M. Poirier (Martin) : La fin de notre pétition, le soussigné, c'est que le Québec utilise ses compétences pour refuser le transport de pétrole par train pour exportation. Il y a tous les considérants autour du projet Chaleur Terminals, mais, comme on l'a cité tout à l'heure, il y a différents projets. Et il faut savoir aussi que, même si les projets d'oléoduc se font, que ce soit Énergie Est, on parle du renversement, là, de la ligne 9b d'Enbridge qui devrait débuter sous peu, il faut savoir que ces projets-là par train ne sont pas les mêmes promoteurs que les projets d'oléoduc. Dans le cas de Chaleur Terminals, on le voit très bien avec la compagnie Secure Energy, elle n'a aucun lien avec TransCanada ou avec Enbridge. Donc, c'est des projets qui sont totalement indépendants.

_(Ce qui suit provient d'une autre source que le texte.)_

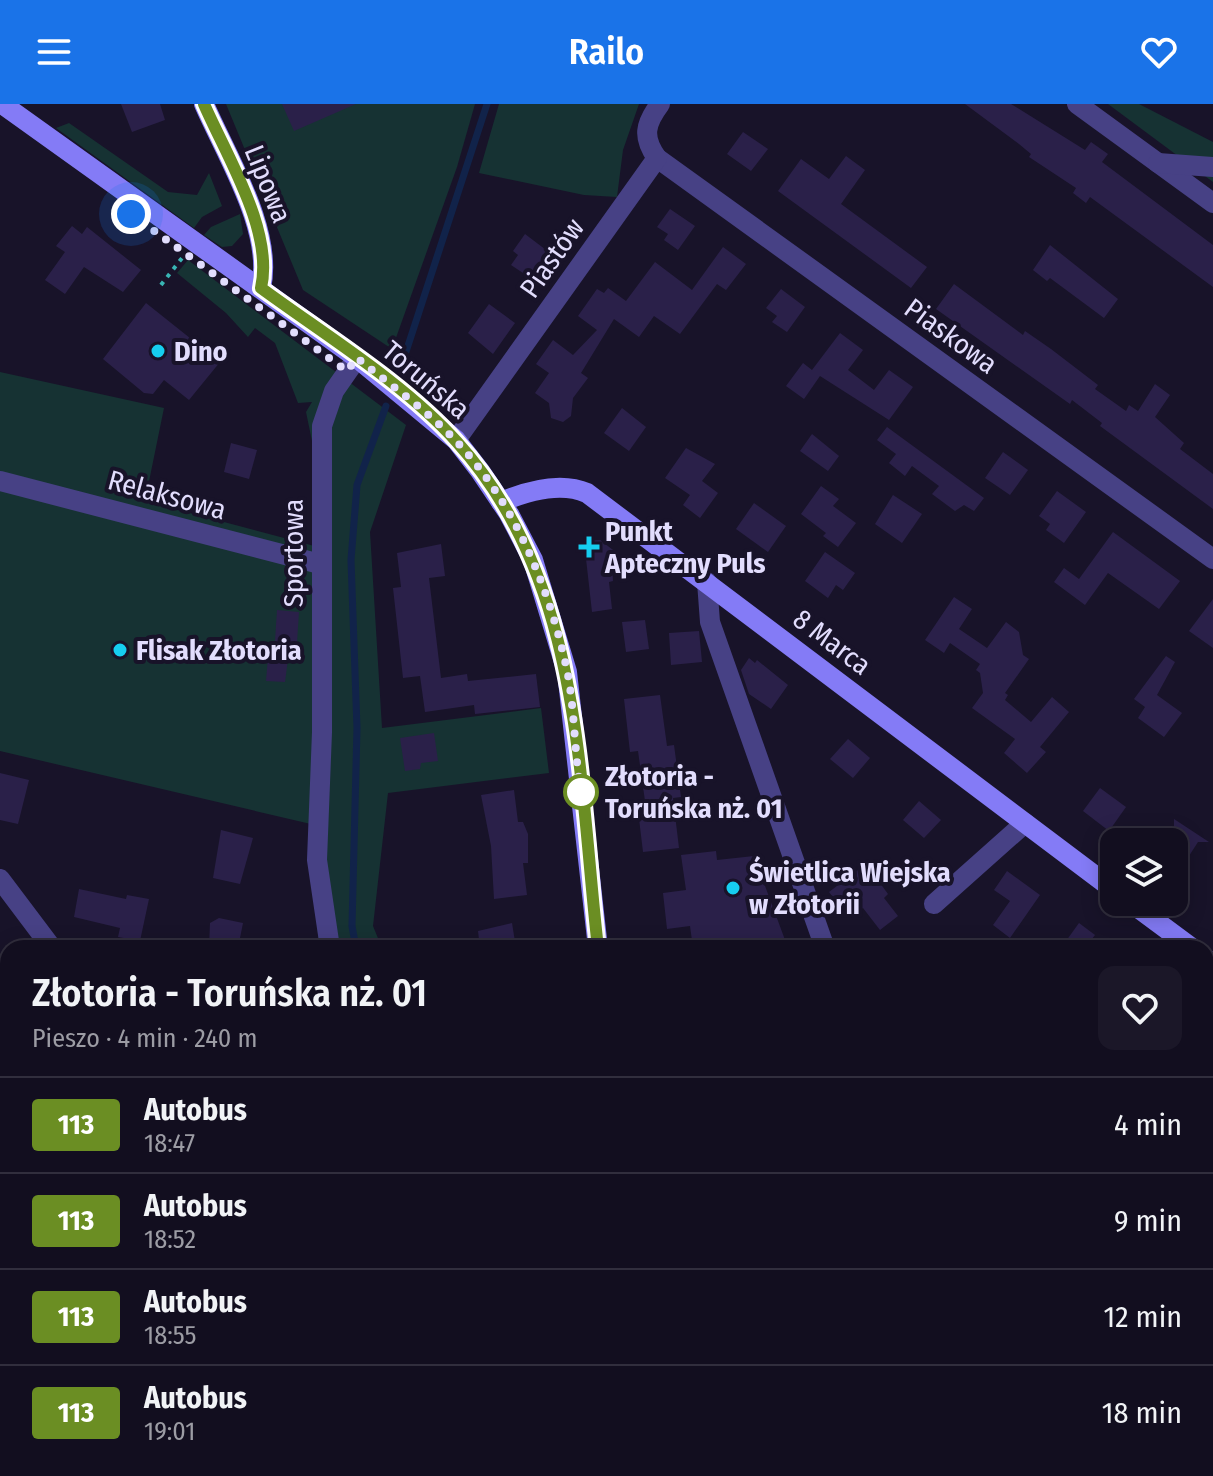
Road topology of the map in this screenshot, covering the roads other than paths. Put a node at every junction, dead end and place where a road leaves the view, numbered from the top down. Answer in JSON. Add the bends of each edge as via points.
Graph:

Et, dans la phase II — parce qu'il faut savoir aussi qu'il y a une phase II au projet Chaleur Terminals, tout ce qui va revient, vous le savez, avec les trains — il faut savoir que, dans la phase II, il y aurait la construction de réservoirs supplémentaires pour ramener les diluants. Parce que, quand on parle de sables bitumineux, on parle d'exporter une mélasse, en soi, pour vous le vulgariser, à laquelle on doit ajouter des diluants. Ces diluants-là sont extraits à travers les différentes raffineries à l'international et reviennent par bateau. Dans le projet de Chaleur Terminals, il y a de ramener ces diluants-là, et les oléoducs, eux, ne vont que dans un sens. Donc, ces diluants-là vont devoir revenir par train.

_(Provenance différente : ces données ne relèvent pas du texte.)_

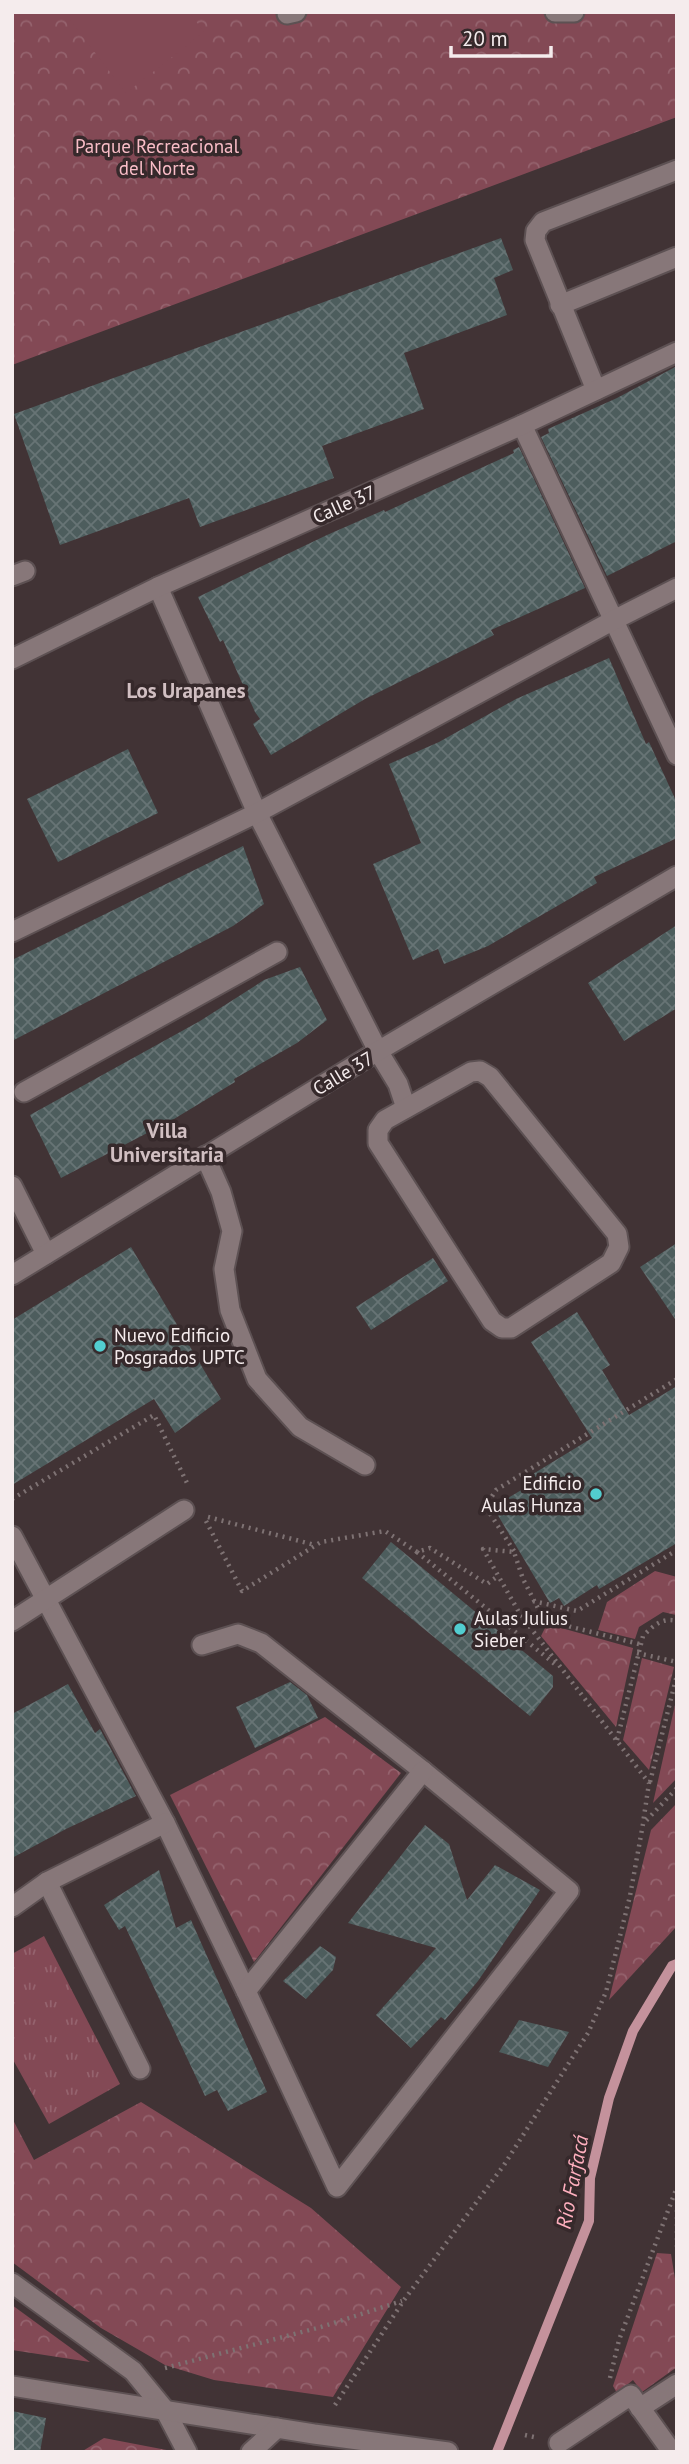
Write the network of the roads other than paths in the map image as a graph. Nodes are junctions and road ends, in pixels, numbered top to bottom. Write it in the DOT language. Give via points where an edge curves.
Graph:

Donc, c'est un faux débat, si on s'attarde à oléoduc ou train. Même si on accepterait des projets d'oléoduc, les projets par train vont suivre. Donc, le Québec doit utiliser de sa compétence.

M. Caron (Régys) : Vous demandez un BAPE. Est-ce à dire que vous comptez sur le BAPE pour dire au gouvernement : Ça n'a pas de bon sens, vous refusez ce projet-là? Pourquoi pensez-vous que le BAPE dirait ça?

M. Poirier (Martin) : Dans un BAPE, ce qui est clair, c'est que, pour nous, c'est un outil démocratique où la société civile peut être consultée. Les scientifiques, les différents experts, l'ensemble des citoyens peuvent déposer des mémoires, et, à partir de là, le BAPE fait des recommandations.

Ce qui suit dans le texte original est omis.